Transcribe all the data below exactly, leaving its pictures out.
>>
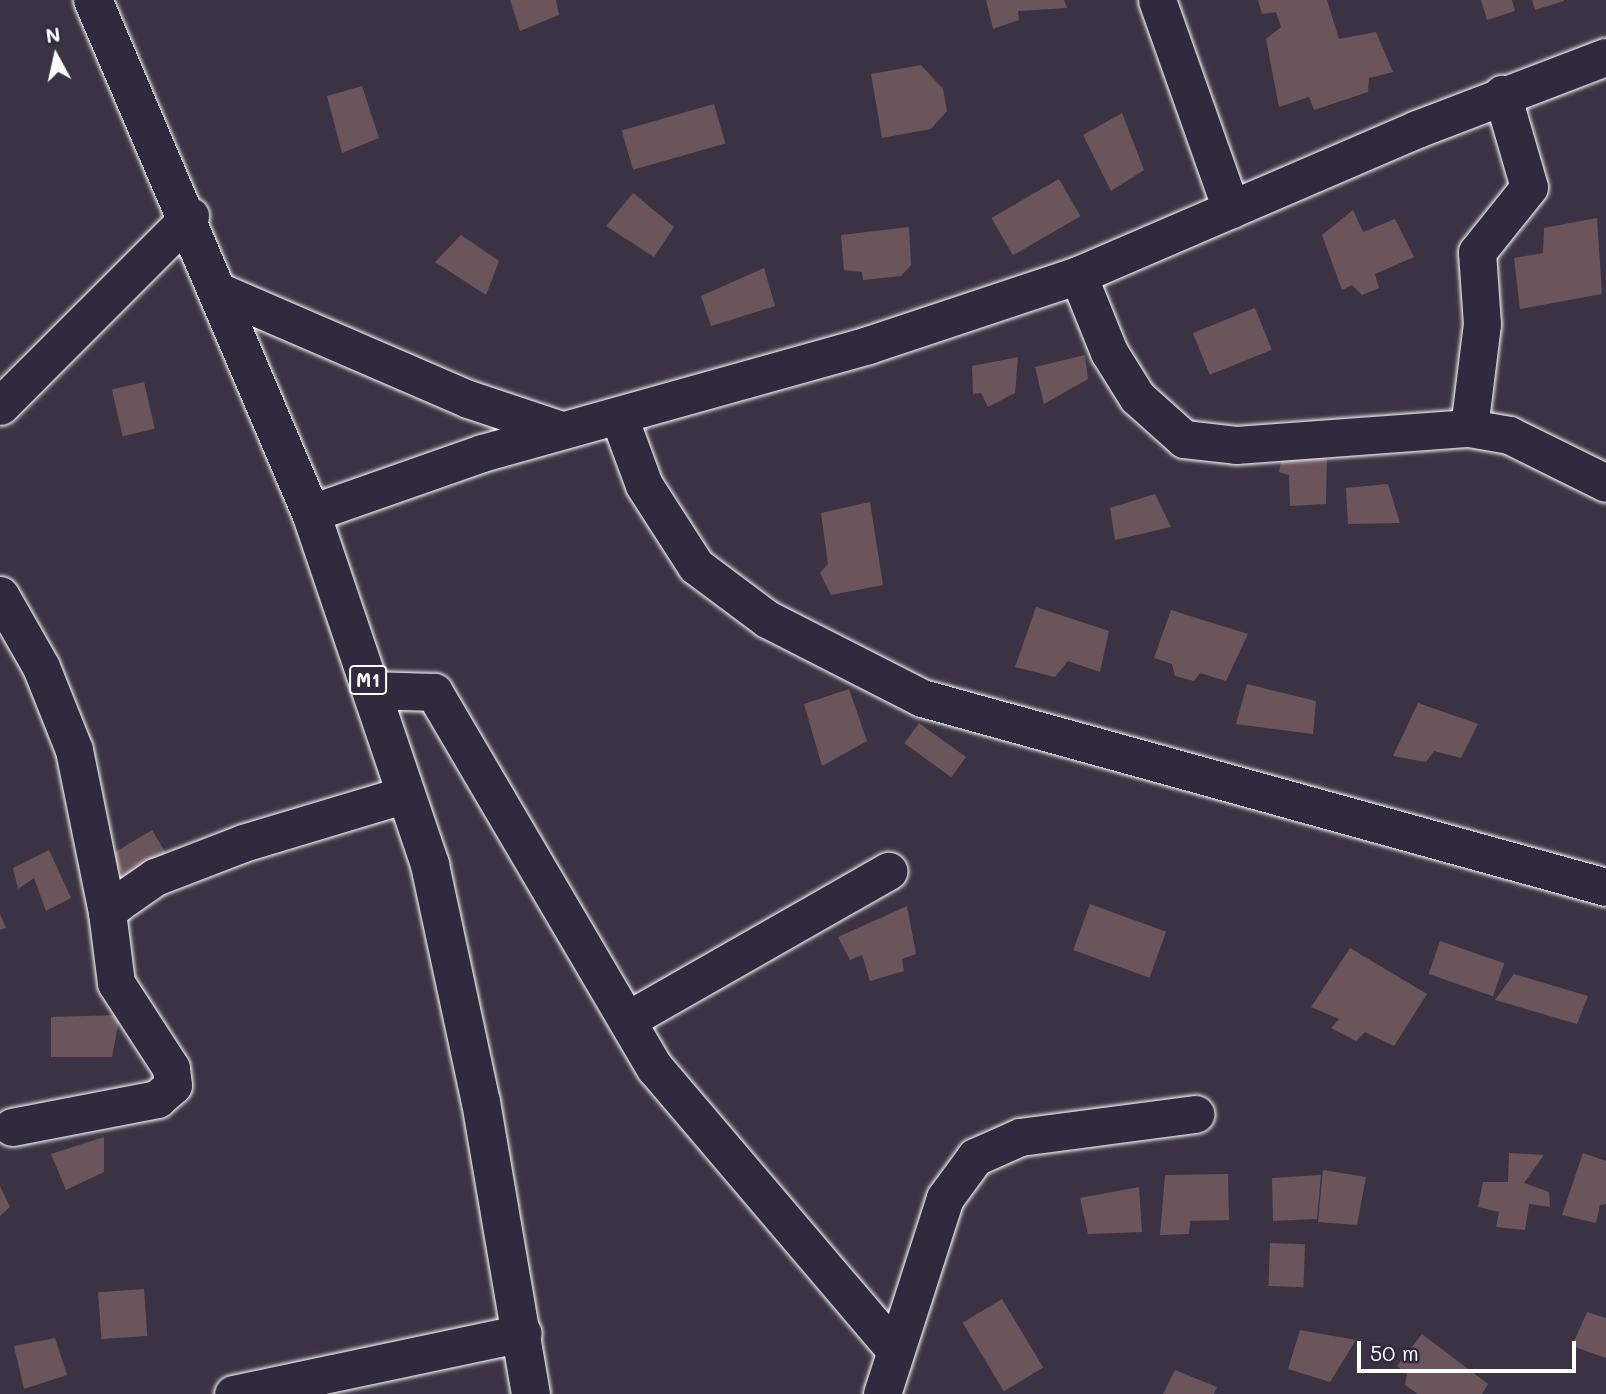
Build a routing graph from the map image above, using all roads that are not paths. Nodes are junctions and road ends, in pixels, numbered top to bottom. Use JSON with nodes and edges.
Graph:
{"nodes":[{"id":1,"x":1157,"y":0,"type":"edge"},
{"id":2,"x":102,"y":3,"type":"edge"},
{"id":3,"x":1606,"y":57,"type":"edge"},
{"id":4,"x":1502,"y":94,"type":"junction"},
{"id":5,"x":1231,"y":209,"type":"junction"},
{"id":6,"x":190,"y":216,"type":"junction"},
{"id":7,"x":1078,"y":275,"type":"junction"},
{"id":8,"x":223,"y":293,"type":"junction"},
{"id":9,"x":0,"y":406,"type":"edge"},
{"id":10,"x":619,"y":417,"type":"junction"},
{"id":11,"x":1469,"y":428,"type":"junction"},
{"id":12,"x":558,"y":429,"type":"junction"},
{"id":13,"x":1606,"y":483,"type":"edge"},
{"id":14,"x":311,"y":513,"type":"junction"},
{"id":15,"x":0,"y":595,"type":"edge"},
{"id":16,"x":371,"y":690,"type":"junction"},
{"id":17,"x":406,"y":794,"type":"junction"},
{"id":18,"x":888,"y":871,"type":"dead end"},
{"id":19,"x":1606,"y":887,"type":"edge"},
{"id":20,"x":107,"y":912,"type":"junction"},
{"id":21,"x":627,"y":1020,"type":"junction"},
{"id":22,"x":1195,"y":1114,"type":"dead end"},
{"id":23,"x":12,"y":1127,"type":"dead end"},
{"id":24,"x":523,"y":1333,"type":"junction"},
{"id":25,"x":894,"y":1349,"type":"junction"},
{"id":26,"x":233,"y":1394,"type":"edge"},
{"id":27,"x":531,"y":1394,"type":"edge"},
{"id":28,"x":882,"y":1394,"type":"edge"}],
"edges":[{"from":1,"to":5,"type":"street"},
{"from":2,"to":6,"type":"main road","number":"M1"},
{"from":3,"to":4,"type":"street"},
{"from":4,"to":5,"type":"street"},
{"from":4,"to":11,"type":"street"},
{"from":5,"to":7,"type":"street"},
{"from":6,"to":8,"type":"main road","number":"M1"},
{"from":6,"to":9,"type":"street"},
{"from":7,"to":10,"type":"street"},
{"from":7,"to":11,"type":"street"},
{"from":8,"to":12,"type":"street"},
{"from":8,"to":14,"type":"main road","number":"M1"},
{"from":10,"to":12,"type":"street"},
{"from":10,"to":19,"type":"street"},
{"from":11,"to":13,"type":"street"},
{"from":12,"to":14,"type":"street"},
{"from":14,"to":16,"type":"main road","number":"M1"},
{"from":15,"to":20,"type":"street"},
{"from":16,"to":17,"type":"main road","number":"M1"},
{"from":16,"to":21,"type":"street"},
{"from":17,"to":20,"type":"street"},
{"from":17,"to":24,"type":"main road","number":"M1"},
{"from":18,"to":21,"type":"street"},
{"from":20,"to":23,"type":"street"},
{"from":21,"to":25,"type":"street"},
{"from":22,"to":25,"type":"street"},
{"from":24,"to":26,"type":"street"},
{"from":24,"to":27,"type":"main road","number":"M1"},
{"from":25,"to":28,"type":"street"}]}
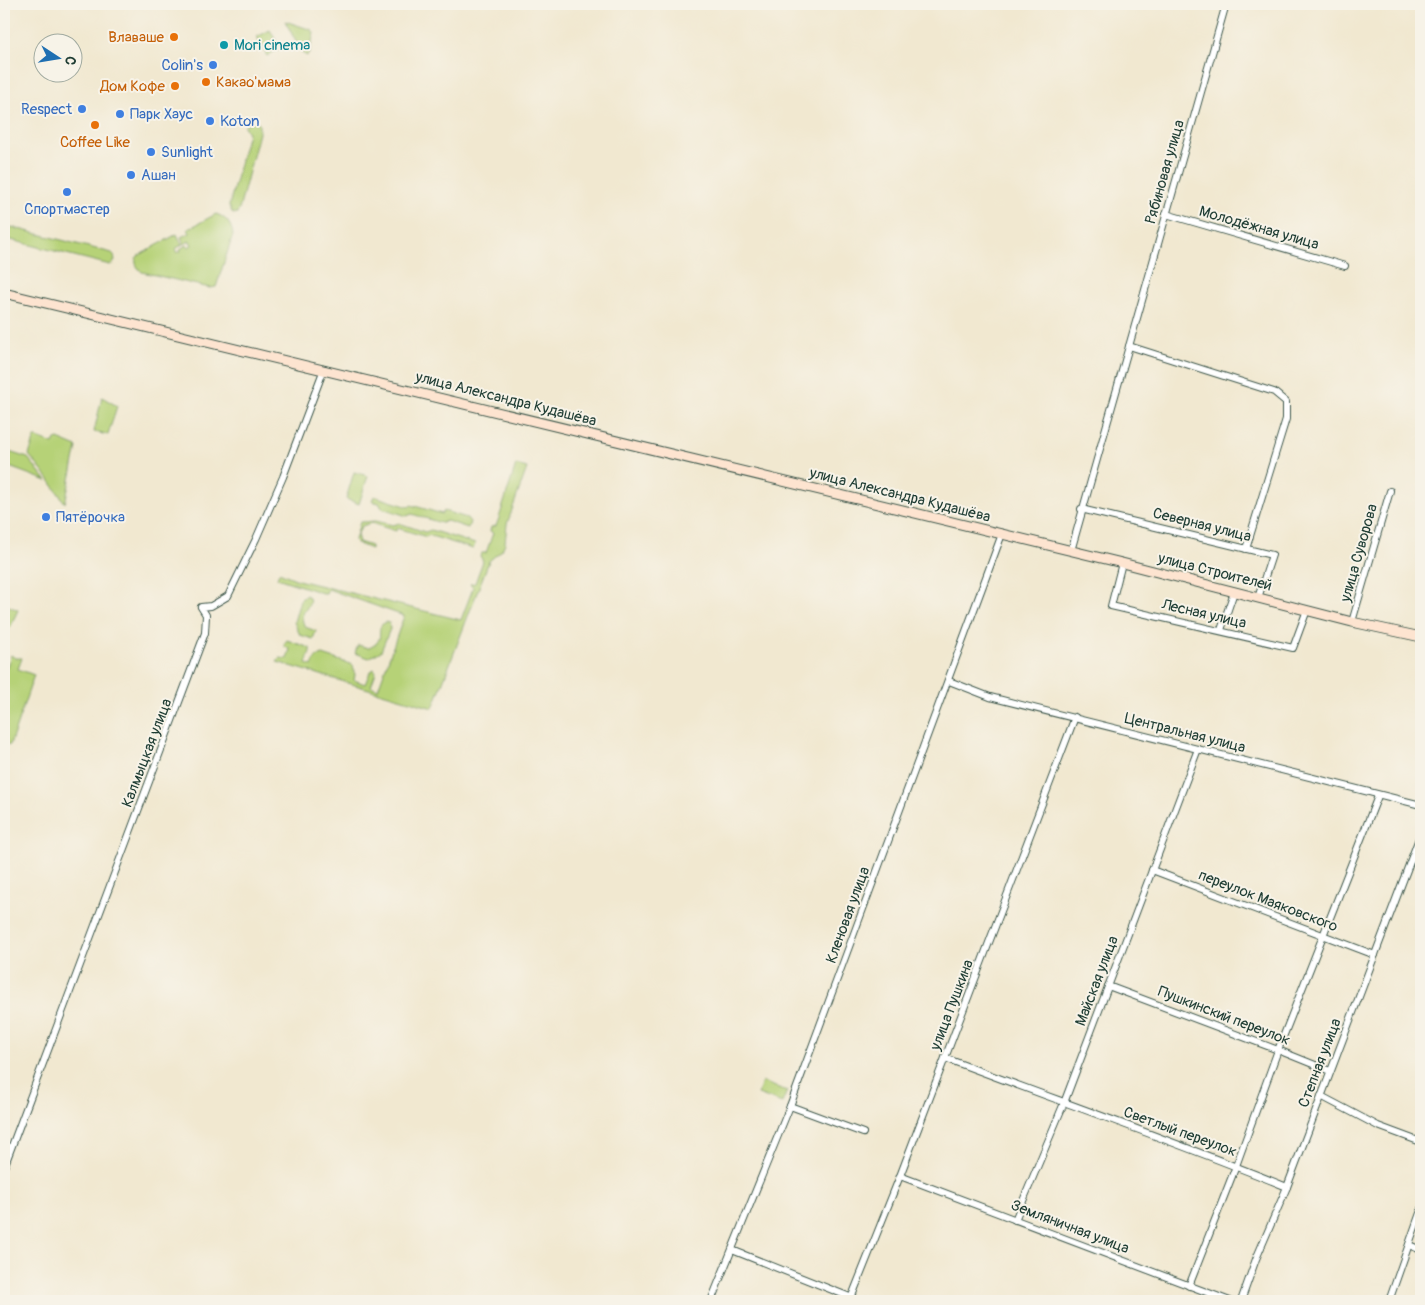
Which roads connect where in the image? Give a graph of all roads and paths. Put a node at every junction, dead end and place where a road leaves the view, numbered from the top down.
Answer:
1 (1226, 4) edge
2 (1166, 214) junction
3 (1345, 266) dead end
4 (4, 293) edge
5 (1129, 346) junction
6 (324, 369) junction
7 (1390, 491) dead end
8 (1082, 509) junction
9 (1002, 534) junction
10 (1246, 549) junction
11 (1071, 551) junction
12 (1122, 563) junction
13 (1234, 592) junction
14 (1258, 598) junction
15 (1307, 610) junction
16 (1352, 622) junction
17 (1220, 630) junction
18 (1421, 637) edge
19 (949, 681) junction
20 (1075, 718) junction
21 (1198, 749) junction
22 (1378, 796) junction
23 (1420, 804) edge
24 (1421, 833) edge
25 (1152, 870) junction
26 (1324, 936) junction
27 (1375, 954) junction
28 (1108, 986) junction
29 (1278, 1050) junction
30 (945, 1058) junction
31 (1330, 1071) junction
32 (1321, 1096) junction
33 (1064, 1103) junction
34 (790, 1106) junction
35 (863, 1133) dead end
36 (1421, 1142) edge
37 (1236, 1166) junction
38 (4, 1167) edge
39 (900, 1176) junction
40 (1287, 1187) junction
41 (1421, 1210) edge
42 (1015, 1220) junction
43 (1410, 1245) junction
44 (732, 1250) junction
45 (1421, 1250) edge
46 (1189, 1286) junction
47 (851, 1300) edge
48 (711, 1301) edge
49 (860, 1301) edge
50 (1230, 1301) edge
51 (1241, 1301) edge
52 (1389, 1301) edge

1 - 2 street, Рябиновая улица
2 - 3 street, Молодёжная улица
2 - 5 street, Рябиновая улица
4 - 6 main road, улица Александра Кудашёва
5 - 8 street, Рябиновая улица
5 - 10 street
6 - 9 main road, улица Александра Кудашёва
6 - 38 street, Калмыцкая улица
7 - 16 street, улица Суворова
8 - 10 street, Северная улица
8 - 11 street, Рябиновая улица
9 - 11 main road, улица Строителей
9 - 19 street, Кленовая улица
10 - 14 street, Северная улица
11 - 12 main road, улица Строителей
12 - 13 main road, улица Строителей
12 - 17 street, Лесная улица
13 - 14 main road, улица Строителей
13 - 17 street
14 - 15 main road, улица Строителей
15 - 16 main road, улица Строителей
15 - 17 street, Лесная улица
16 - 18 main road, улица Строителей
19 - 20 street, Центральная улица
19 - 34 street, Кленовая улица
20 - 21 street, Центральная улица
20 - 30 street, улица Пушкина
21 - 22 street, Центральная улица
21 - 25 street, Майская улица
22 - 23 street, Центральная улица
22 - 26 street
24 - 27 street, Степная улица
25 - 26 street, переулок Маяковского
25 - 28 street, Майская улица
26 - 27 street, переулок Маяковского
26 - 29 street
27 - 31 street, Степная улица
28 - 29 street, Пушкинский переулок
28 - 33 street, Майская улица
29 - 31 street, Пушкинский переулок
29 - 37 street
30 - 33 street, Светлый переулок
30 - 39 street, улица Пушкина
31 - 32 street, Степная улица
32 - 36 street
32 - 40 street, Степная улица
33 - 37 street, Светлый переулок
33 - 42 street, Майская улица
34 - 35 street
34 - 44 street, Кленовая улица
37 - 40 street, Светлый переулок
37 - 46 street
39 - 42 street, Земляничная улица
39 - 47 street, улица Пушкина
40 - 51 street, Степная улица
41 - 43 street
42 - 46 street, Земляничная улица
43 - 45 street
43 - 52 street
44 - 47 street
44 - 48 street, Кленовая улица
46 - 50 street, Земляничная улица
47 - 49 street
<<
Problem solution >>
Build a routing graph from the map image above, using all roads that are not paths. Nodes are junctions and road ends, in pixels, numbered top to bottom. Use JSON with nodes and edges.
Graph:
{"nodes":[{"id":1,"x":1157,"y":0,"type":"edge"},
{"id":2,"x":102,"y":3,"type":"edge"},
{"id":3,"x":1606,"y":57,"type":"edge"},
{"id":4,"x":1502,"y":94,"type":"junction"},
{"id":5,"x":1231,"y":209,"type":"junction"},
{"id":6,"x":190,"y":216,"type":"junction"},
{"id":7,"x":1078,"y":275,"type":"junction"},
{"id":8,"x":223,"y":293,"type":"junction"},
{"id":9,"x":0,"y":406,"type":"edge"},
{"id":10,"x":619,"y":417,"type":"junction"},
{"id":11,"x":1469,"y":428,"type":"junction"},
{"id":12,"x":558,"y":429,"type":"junction"},
{"id":13,"x":1606,"y":483,"type":"edge"},
{"id":14,"x":311,"y":513,"type":"junction"},
{"id":15,"x":0,"y":595,"type":"edge"},
{"id":16,"x":371,"y":690,"type":"junction"},
{"id":17,"x":406,"y":794,"type":"junction"},
{"id":18,"x":888,"y":871,"type":"dead end"},
{"id":19,"x":1606,"y":887,"type":"edge"},
{"id":20,"x":107,"y":912,"type":"junction"},
{"id":21,"x":627,"y":1020,"type":"junction"},
{"id":22,"x":1195,"y":1114,"type":"dead end"},
{"id":23,"x":12,"y":1127,"type":"dead end"},
{"id":24,"x":523,"y":1333,"type":"junction"},
{"id":25,"x":894,"y":1349,"type":"junction"},
{"id":26,"x":233,"y":1394,"type":"edge"},
{"id":27,"x":531,"y":1394,"type":"edge"},
{"id":28,"x":882,"y":1394,"type":"edge"}],
"edges":[{"from":1,"to":5,"type":"street"},
{"from":2,"to":6,"type":"main road","number":"M1"},
{"from":3,"to":4,"type":"street"},
{"from":4,"to":5,"type":"street"},
{"from":4,"to":11,"type":"street"},
{"from":5,"to":7,"type":"street"},
{"from":6,"to":8,"type":"main road","number":"M1"},
{"from":6,"to":9,"type":"street"},
{"from":7,"to":10,"type":"street"},
{"from":7,"to":11,"type":"street"},
{"from":8,"to":12,"type":"street"},
{"from":8,"to":14,"type":"main road","number":"M1"},
{"from":10,"to":12,"type":"street"},
{"from":10,"to":19,"type":"street"},
{"from":11,"to":13,"type":"street"},
{"from":12,"to":14,"type":"street"},
{"from":14,"to":16,"type":"main road","number":"M1"},
{"from":15,"to":20,"type":"street"},
{"from":16,"to":17,"type":"main road","number":"M1"},
{"from":16,"to":21,"type":"street"},
{"from":17,"to":20,"type":"street"},
{"from":17,"to":24,"type":"main road","number":"M1"},
{"from":18,"to":21,"type":"street"},
{"from":20,"to":23,"type":"street"},
{"from":21,"to":25,"type":"street"},
{"from":22,"to":25,"type":"street"},
{"from":24,"to":26,"type":"street"},
{"from":24,"to":27,"type":"main road","number":"M1"},
{"from":25,"to":28,"type":"street"}]}
Which roads connect where in the image? Give a graph of all roads and paths. Put a node at every junction, dead end and place where a road leaves the view, numbered from the top down.
Answer:
1 (1226, 4) edge
2 (1166, 214) junction
3 (1345, 266) dead end
4 (4, 293) edge
5 (1129, 346) junction
6 (324, 369) junction
7 (1390, 491) dead end
8 (1082, 509) junction
9 (1002, 534) junction
10 (1246, 549) junction
11 (1071, 551) junction
12 (1122, 563) junction
13 (1234, 592) junction
14 (1258, 598) junction
15 (1307, 610) junction
16 (1352, 622) junction
17 (1220, 630) junction
18 (1421, 637) edge
19 (949, 681) junction
20 (1075, 718) junction
21 (1198, 749) junction
22 (1378, 796) junction
23 (1420, 804) edge
24 (1421, 833) edge
25 (1152, 870) junction
26 (1324, 936) junction
27 (1375, 954) junction
28 (1108, 986) junction
29 (1278, 1050) junction
30 (945, 1058) junction
31 (1330, 1071) junction
32 (1321, 1096) junction
33 (1064, 1103) junction
34 (790, 1106) junction
35 (863, 1133) dead end
36 (1421, 1142) edge
37 (1236, 1166) junction
38 (4, 1167) edge
39 (900, 1176) junction
40 (1287, 1187) junction
41 (1421, 1210) edge
42 (1015, 1220) junction
43 (1410, 1245) junction
44 (732, 1250) junction
45 (1421, 1250) edge
46 (1189, 1286) junction
47 (851, 1300) edge
48 (711, 1301) edge
49 (860, 1301) edge
50 (1230, 1301) edge
51 (1241, 1301) edge
52 (1389, 1301) edge

1 - 2 street, Рябиновая улица
2 - 3 street, Молодёжная улица
2 - 5 street, Рябиновая улица
4 - 6 main road, улица Александра Кудашёва
5 - 8 street, Рябиновая улица
5 - 10 street
6 - 9 main road, улица Александра Кудашёва
6 - 38 street, Калмыцкая улица
7 - 16 street, улица Суворова
8 - 10 street, Северная улица
8 - 11 street, Рябиновая улица
9 - 11 main road, улица Строителей
9 - 19 street, Кленовая улица
10 - 14 street, Северная улица
11 - 12 main road, улица Строителей
12 - 13 main road, улица Строителей
12 - 17 street, Лесная улица
13 - 14 main road, улица Строителей
13 - 17 street
14 - 15 main road, улица Строителей
15 - 16 main road, улица Строителей
15 - 17 street, Лесная улица
16 - 18 main road, улица Строителей
19 - 20 street, Центральная улица
19 - 34 street, Кленовая улица
20 - 21 street, Центральная улица
20 - 30 street, улица Пушкина
21 - 22 street, Центральная улица
21 - 25 street, Майская улица
22 - 23 street, Центральная улица
22 - 26 street
24 - 27 street, Степная улица
25 - 26 street, переулок Маяковского
25 - 28 street, Майская улица
26 - 27 street, переулок Маяковского
26 - 29 street
27 - 31 street, Степная улица
28 - 29 street, Пушкинский переулок
28 - 33 street, Майская улица
29 - 31 street, Пушкинский переулок
29 - 37 street
30 - 33 street, Светлый переулок
30 - 39 street, улица Пушкина
31 - 32 street, Степная улица
32 - 36 street
32 - 40 street, Степная улица
33 - 37 street, Светлый переулок
33 - 42 street, Майская улица
34 - 35 street
34 - 44 street, Кленовая улица
37 - 40 street, Светлый переулок
37 - 46 street
39 - 42 street, Земляничная улица
39 - 47 street, улица Пушкина
40 - 51 street, Степная улица
41 - 43 street
42 - 46 street, Земляничная улица
43 - 45 street
43 - 52 street
44 - 47 street
44 - 48 street, Кленовая улица
46 - 50 street, Земляничная улица
47 - 49 street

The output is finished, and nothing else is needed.